About this task: The response should consist of every line below, unchanged.
--------------------
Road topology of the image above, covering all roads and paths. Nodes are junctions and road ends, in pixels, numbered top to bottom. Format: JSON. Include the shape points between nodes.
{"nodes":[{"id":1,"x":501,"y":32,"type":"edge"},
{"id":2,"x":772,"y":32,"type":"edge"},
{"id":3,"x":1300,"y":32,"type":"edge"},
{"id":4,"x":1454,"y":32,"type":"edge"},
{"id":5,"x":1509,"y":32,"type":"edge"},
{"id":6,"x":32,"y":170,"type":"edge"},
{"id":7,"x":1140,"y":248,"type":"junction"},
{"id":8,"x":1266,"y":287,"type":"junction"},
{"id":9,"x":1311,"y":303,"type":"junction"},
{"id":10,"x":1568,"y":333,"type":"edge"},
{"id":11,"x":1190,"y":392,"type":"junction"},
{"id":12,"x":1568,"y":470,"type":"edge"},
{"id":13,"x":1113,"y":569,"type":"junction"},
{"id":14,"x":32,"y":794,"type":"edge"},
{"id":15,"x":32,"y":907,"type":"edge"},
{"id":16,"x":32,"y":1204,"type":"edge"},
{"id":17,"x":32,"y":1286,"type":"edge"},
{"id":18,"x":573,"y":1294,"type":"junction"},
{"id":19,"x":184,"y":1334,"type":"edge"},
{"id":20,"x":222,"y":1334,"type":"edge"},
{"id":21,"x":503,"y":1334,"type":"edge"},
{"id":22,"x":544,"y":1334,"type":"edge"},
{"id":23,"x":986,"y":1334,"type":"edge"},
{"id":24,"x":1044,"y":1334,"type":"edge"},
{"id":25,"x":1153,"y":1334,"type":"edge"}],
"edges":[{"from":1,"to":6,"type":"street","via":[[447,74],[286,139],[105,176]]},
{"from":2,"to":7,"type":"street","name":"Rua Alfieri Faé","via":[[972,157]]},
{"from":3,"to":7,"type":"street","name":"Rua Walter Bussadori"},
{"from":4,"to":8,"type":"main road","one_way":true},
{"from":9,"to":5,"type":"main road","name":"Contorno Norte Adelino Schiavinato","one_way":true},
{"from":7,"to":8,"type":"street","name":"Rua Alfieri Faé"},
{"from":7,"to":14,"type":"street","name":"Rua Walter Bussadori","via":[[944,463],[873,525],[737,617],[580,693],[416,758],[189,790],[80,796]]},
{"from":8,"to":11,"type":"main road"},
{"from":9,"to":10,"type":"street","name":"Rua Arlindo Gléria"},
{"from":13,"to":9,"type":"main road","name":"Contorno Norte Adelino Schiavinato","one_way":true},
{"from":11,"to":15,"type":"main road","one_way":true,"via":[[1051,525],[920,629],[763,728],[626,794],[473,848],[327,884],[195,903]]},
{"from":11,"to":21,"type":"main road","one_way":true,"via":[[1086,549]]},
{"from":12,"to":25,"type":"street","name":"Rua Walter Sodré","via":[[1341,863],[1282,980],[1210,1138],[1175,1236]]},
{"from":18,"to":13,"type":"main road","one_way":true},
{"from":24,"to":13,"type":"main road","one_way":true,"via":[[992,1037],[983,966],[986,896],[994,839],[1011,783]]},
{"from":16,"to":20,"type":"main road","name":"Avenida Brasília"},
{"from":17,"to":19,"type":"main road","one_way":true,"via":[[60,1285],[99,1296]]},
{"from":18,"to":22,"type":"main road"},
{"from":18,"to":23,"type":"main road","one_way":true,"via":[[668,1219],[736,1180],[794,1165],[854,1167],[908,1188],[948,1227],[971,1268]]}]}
--------------------
Solution for this exercise:
Road topology of the image above, covering all roads and paths. Nodes are junctions and road ends, in pixels, numbered top to bottom. Format: JSON. Include the shape points between nodes.
{"nodes":[{"id":1,"x":501,"y":32,"type":"edge"},
{"id":2,"x":772,"y":32,"type":"edge"},
{"id":3,"x":1300,"y":32,"type":"edge"},
{"id":4,"x":1454,"y":32,"type":"edge"},
{"id":5,"x":1509,"y":32,"type":"edge"},
{"id":6,"x":32,"y":170,"type":"edge"},
{"id":7,"x":1140,"y":248,"type":"junction"},
{"id":8,"x":1266,"y":287,"type":"junction"},
{"id":9,"x":1311,"y":303,"type":"junction"},
{"id":10,"x":1568,"y":333,"type":"edge"},
{"id":11,"x":1190,"y":392,"type":"junction"},
{"id":12,"x":1568,"y":470,"type":"edge"},
{"id":13,"x":1113,"y":569,"type":"junction"},
{"id":14,"x":32,"y":794,"type":"edge"},
{"id":15,"x":32,"y":907,"type":"edge"},
{"id":16,"x":32,"y":1204,"type":"edge"},
{"id":17,"x":32,"y":1286,"type":"edge"},
{"id":18,"x":573,"y":1294,"type":"junction"},
{"id":19,"x":184,"y":1334,"type":"edge"},
{"id":20,"x":222,"y":1334,"type":"edge"},
{"id":21,"x":503,"y":1334,"type":"edge"},
{"id":22,"x":544,"y":1334,"type":"edge"},
{"id":23,"x":986,"y":1334,"type":"edge"},
{"id":24,"x":1044,"y":1334,"type":"edge"},
{"id":25,"x":1153,"y":1334,"type":"edge"}],
"edges":[{"from":1,"to":6,"type":"street","via":[[447,74],[286,139],[105,176]]},
{"from":2,"to":7,"type":"street","name":"Rua Alfieri Faé","via":[[972,157]]},
{"from":3,"to":7,"type":"street","name":"Rua Walter Bussadori"},
{"from":4,"to":8,"type":"main road","one_way":true},
{"from":9,"to":5,"type":"main road","name":"Contorno Norte Adelino Schiavinato","one_way":true},
{"from":7,"to":8,"type":"street","name":"Rua Alfieri Faé"},
{"from":7,"to":14,"type":"street","name":"Rua Walter Bussadori","via":[[944,463],[873,525],[737,617],[580,693],[416,758],[189,790],[80,796]]},
{"from":8,"to":11,"type":"main road"},
{"from":9,"to":10,"type":"street","name":"Rua Arlindo Gléria"},
{"from":13,"to":9,"type":"main road","name":"Contorno Norte Adelino Schiavinato","one_way":true},
{"from":11,"to":15,"type":"main road","one_way":true,"via":[[1051,525],[920,629],[763,728],[626,794],[473,848],[327,884],[195,903]]},
{"from":11,"to":21,"type":"main road","one_way":true,"via":[[1086,549]]},
{"from":12,"to":25,"type":"street","name":"Rua Walter Sodré","via":[[1341,863],[1282,980],[1210,1138],[1175,1236]]},
{"from":18,"to":13,"type":"main road","one_way":true},
{"from":24,"to":13,"type":"main road","one_way":true,"via":[[992,1037],[983,966],[986,896],[994,839],[1011,783]]},
{"from":16,"to":20,"type":"main road","name":"Avenida Brasília"},
{"from":17,"to":19,"type":"main road","one_way":true,"via":[[60,1285],[99,1296]]},
{"from":18,"to":22,"type":"main road"},
{"from":18,"to":23,"type":"main road","one_way":true,"via":[[668,1219],[736,1180],[794,1165],[854,1167],[908,1188],[948,1227],[971,1268]]}]}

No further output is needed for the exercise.